Data extract »
<<<<
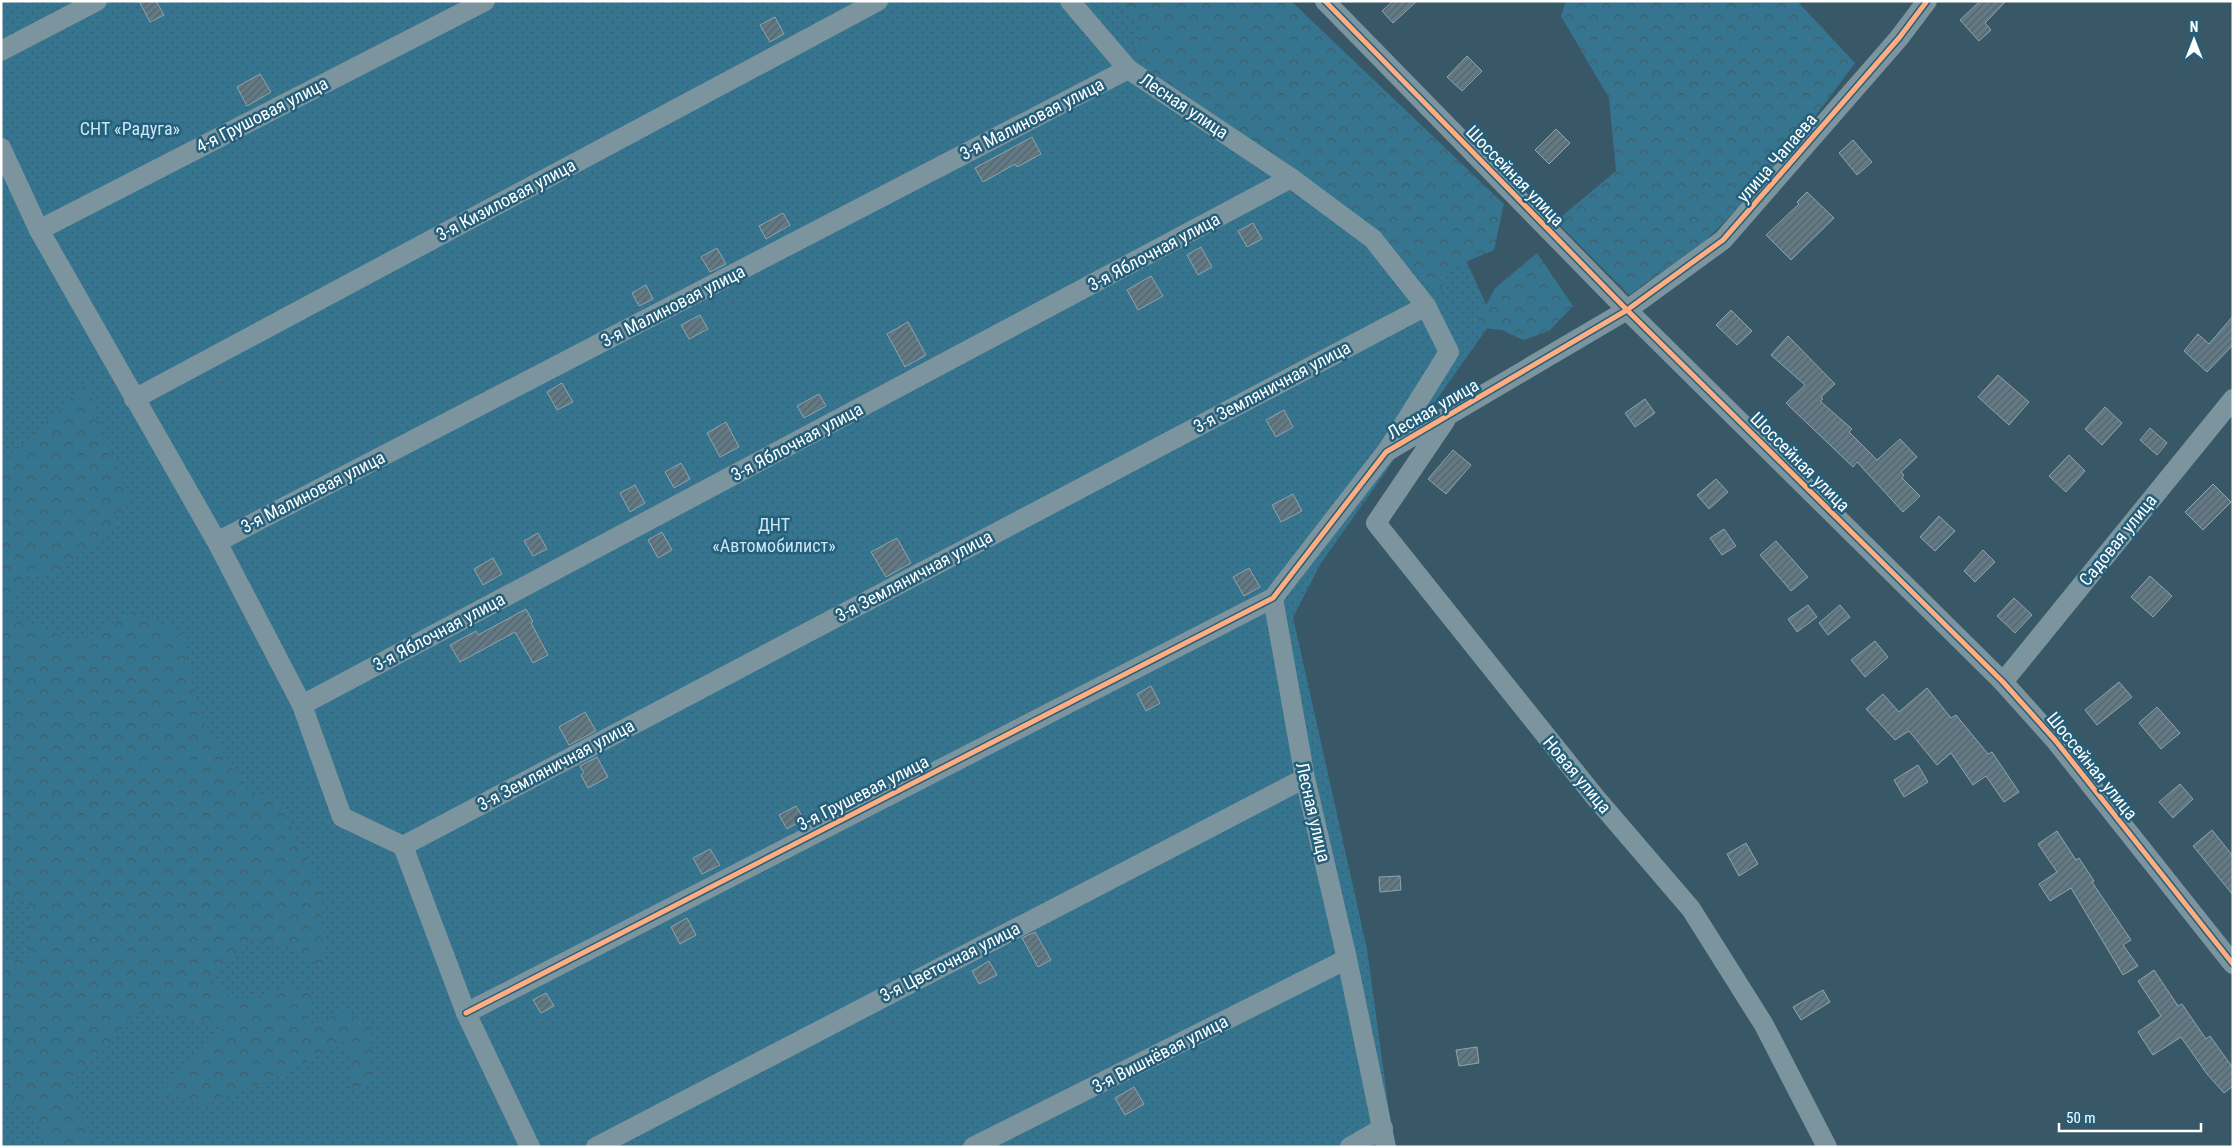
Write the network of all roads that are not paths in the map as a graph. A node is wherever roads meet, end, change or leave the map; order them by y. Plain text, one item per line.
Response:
1 (97, 1) edge
2 (485, 1) edge
3 (878, 1) edge
4 (1070, 1) edge
5 (1325, 1) edge
6 (1927, 1) edge
7 (1, 51) edge
8 (1128, 69) junction
9 (1, 148) edge
10 (1291, 178) junction
11 (39, 230) junction
12 (1426, 306) junction
13 (1626, 310) junction
14 (2233, 398) edge
15 (134, 399) junction
16 (1447, 417) junction
17 (1386, 452) junction
18 (217, 542) junction
19 (1273, 598) junction
20 (2003, 682) junction
21 (302, 705) junction
22 (1305, 778) junction
23 (403, 846) junction
24 (1347, 959) junction
25 (2233, 964) edge
26 (466, 1013) junction
27 (1384, 1137) edge
28 (530, 1147) edge
29 (596, 1147) edge
30 (972, 1147) edge
31 (1350, 1147) edge
32 (1827, 1147) edge

1 - 7 street
2 - 11 street, 4-я Грушовая улица
3 - 15 street, 3-я Кизиловая улица
4 - 8 street, Лесная улица
5 - 13 street, Шоссейная улица
6 - 13 street, улица Чапаева
8 - 10 street, Лесная улица
8 - 18 street, 3-я Малиновая улица
9 - 11 street
10 - 12 street, Лесная улица
10 - 21 street, 3-я Яблочная улица
11 - 15 street
12 - 17 street, Лесная улица
12 - 23 street, 3-я Земляничная улица
13 - 16 street, Лесная улица
13 - 20 street, Шоссейная улица
14 - 20 street, Садовая улица
15 - 18 street
16 - 17 street, Лесная улица
16 - 32 street, Новая улица
17 - 19 street, Лесная улица
18 - 21 street
19 - 22 street, Лесная улица
19 - 26 street, 3-я Грушевая улица
20 - 25 street, Шоссейная улица
21 - 23 street
22 - 24 street, Лесная улица
22 - 29 street, 3-я Цветочная улица
23 - 26 street
24 - 27 street, Лесная улица
24 - 30 street, 3-я Вишнёвая улица
26 - 28 street
27 - 31 street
>>>>
Leave the pictures aside and give the records above back word for word.

Write the network of all roads that are not paths in the map as a graph. A node is wherever roads meet, end, change or leave the map; order them by y. Plain text, one item per line.
Response:
1 (97, 1) edge
2 (485, 1) edge
3 (878, 1) edge
4 (1070, 1) edge
5 (1325, 1) edge
6 (1927, 1) edge
7 (1, 51) edge
8 (1128, 69) junction
9 (1, 148) edge
10 (1291, 178) junction
11 (39, 230) junction
12 (1426, 306) junction
13 (1626, 310) junction
14 (2233, 398) edge
15 (134, 399) junction
16 (1447, 417) junction
17 (1386, 452) junction
18 (217, 542) junction
19 (1273, 598) junction
20 (2003, 682) junction
21 (302, 705) junction
22 (1305, 778) junction
23 (403, 846) junction
24 (1347, 959) junction
25 (2233, 964) edge
26 (466, 1013) junction
27 (1384, 1137) edge
28 (530, 1147) edge
29 (596, 1147) edge
30 (972, 1147) edge
31 (1350, 1147) edge
32 (1827, 1147) edge

1 - 7 street
2 - 11 street, 4-я Грушовая улица
3 - 15 street, 3-я Кизиловая улица
4 - 8 street, Лесная улица
5 - 13 street, Шоссейная улица
6 - 13 street, улица Чапаева
8 - 10 street, Лесная улица
8 - 18 street, 3-я Малиновая улица
9 - 11 street
10 - 12 street, Лесная улица
10 - 21 street, 3-я Яблочная улица
11 - 15 street
12 - 17 street, Лесная улица
12 - 23 street, 3-я Земляничная улица
13 - 16 street, Лесная улица
13 - 20 street, Шоссейная улица
14 - 20 street, Садовая улица
15 - 18 street
16 - 17 street, Лесная улица
16 - 32 street, Новая улица
17 - 19 street, Лесная улица
18 - 21 street
19 - 22 street, Лесная улица
19 - 26 street, 3-я Грушевая улица
20 - 25 street, Шоссейная улица
21 - 23 street
22 - 24 street, Лесная улица
22 - 29 street, 3-я Цветочная улица
23 - 26 street
24 - 27 street, Лесная улица
24 - 30 street, 3-я Вишнёвая улица
26 - 28 street
27 - 31 street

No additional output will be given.